▶ _WORK REQUEST_
For each line in the data that includes "points", make a copy.

▶ _RECORDS FOR PROCESSING_
•••

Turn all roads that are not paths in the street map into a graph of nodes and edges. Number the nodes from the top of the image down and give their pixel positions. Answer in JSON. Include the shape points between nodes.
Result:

•••

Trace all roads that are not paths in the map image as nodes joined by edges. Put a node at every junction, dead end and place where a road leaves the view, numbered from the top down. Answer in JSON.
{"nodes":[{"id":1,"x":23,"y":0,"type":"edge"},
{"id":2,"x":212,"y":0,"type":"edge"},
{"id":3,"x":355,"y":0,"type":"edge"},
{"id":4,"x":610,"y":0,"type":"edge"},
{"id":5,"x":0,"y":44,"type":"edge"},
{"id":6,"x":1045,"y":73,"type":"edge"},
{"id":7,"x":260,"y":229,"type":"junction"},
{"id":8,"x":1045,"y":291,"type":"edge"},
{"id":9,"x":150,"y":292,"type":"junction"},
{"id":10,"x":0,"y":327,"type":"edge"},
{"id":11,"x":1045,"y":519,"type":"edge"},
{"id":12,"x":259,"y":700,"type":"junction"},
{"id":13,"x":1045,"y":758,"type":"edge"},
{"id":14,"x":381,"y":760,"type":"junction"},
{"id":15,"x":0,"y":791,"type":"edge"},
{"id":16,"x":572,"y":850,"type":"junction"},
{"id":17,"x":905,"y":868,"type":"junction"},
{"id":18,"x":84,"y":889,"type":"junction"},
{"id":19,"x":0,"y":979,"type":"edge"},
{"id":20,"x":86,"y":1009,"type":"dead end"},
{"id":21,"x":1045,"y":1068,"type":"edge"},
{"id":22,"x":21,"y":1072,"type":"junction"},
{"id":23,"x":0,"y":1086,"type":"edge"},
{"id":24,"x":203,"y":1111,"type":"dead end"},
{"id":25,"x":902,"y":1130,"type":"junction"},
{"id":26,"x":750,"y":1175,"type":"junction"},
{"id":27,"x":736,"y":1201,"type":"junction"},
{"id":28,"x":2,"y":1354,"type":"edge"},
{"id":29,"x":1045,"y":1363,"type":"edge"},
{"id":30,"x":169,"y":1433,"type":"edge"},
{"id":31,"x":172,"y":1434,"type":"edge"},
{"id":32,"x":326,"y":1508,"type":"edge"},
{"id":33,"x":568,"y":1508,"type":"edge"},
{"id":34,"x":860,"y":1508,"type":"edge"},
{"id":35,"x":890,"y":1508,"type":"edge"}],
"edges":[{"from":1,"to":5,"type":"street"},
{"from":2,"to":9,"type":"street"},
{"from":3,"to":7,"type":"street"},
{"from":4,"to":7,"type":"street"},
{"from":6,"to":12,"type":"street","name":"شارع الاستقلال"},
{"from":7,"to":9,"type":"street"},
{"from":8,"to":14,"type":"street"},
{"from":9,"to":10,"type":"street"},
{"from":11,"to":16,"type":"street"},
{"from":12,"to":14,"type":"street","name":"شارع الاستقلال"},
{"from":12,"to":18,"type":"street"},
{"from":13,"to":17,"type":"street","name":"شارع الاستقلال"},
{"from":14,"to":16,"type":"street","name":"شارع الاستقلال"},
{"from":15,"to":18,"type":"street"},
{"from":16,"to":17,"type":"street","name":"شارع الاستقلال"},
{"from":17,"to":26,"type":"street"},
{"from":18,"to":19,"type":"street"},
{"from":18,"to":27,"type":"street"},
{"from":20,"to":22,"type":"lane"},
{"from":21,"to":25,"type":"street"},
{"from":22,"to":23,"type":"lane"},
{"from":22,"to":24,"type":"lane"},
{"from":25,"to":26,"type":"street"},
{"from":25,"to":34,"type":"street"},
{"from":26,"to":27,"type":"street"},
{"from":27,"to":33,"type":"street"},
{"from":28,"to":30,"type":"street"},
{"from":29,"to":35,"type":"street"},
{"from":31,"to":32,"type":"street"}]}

•••

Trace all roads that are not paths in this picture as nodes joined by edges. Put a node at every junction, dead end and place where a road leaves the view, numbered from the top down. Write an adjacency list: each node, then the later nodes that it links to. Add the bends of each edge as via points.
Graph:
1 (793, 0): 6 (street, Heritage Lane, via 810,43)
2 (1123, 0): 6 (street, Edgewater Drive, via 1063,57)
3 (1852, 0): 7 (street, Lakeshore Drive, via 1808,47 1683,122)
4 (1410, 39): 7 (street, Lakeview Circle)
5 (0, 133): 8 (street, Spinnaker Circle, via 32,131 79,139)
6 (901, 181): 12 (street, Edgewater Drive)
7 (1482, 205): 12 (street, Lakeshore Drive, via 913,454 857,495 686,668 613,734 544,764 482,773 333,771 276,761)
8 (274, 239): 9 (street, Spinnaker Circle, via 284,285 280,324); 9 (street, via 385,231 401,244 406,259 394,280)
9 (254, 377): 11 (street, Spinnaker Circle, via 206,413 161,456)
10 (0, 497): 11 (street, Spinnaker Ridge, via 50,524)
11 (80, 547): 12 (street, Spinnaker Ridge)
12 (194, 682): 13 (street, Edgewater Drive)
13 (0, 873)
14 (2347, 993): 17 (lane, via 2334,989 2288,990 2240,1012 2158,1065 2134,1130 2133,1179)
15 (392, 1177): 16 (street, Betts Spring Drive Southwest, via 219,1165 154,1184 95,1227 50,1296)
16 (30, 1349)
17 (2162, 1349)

•••

▶ _SOLUTION FOR THIS PROBLEM_
Turn all roads that are not paths in the street map into a graph of nodes and edges. Number the nodes from the top of the image down and give their pixel positions. Answer in JSON. Include the shape points between nodes.
Trace all roads that are not paths in this picture as nodes joined by edges. Put a node at every junction, dead end and place where a road leaves the view, numbered from the top down. Write an adjacency list: each node, then the later nodes that it links to. Add the bends of each edge as via points.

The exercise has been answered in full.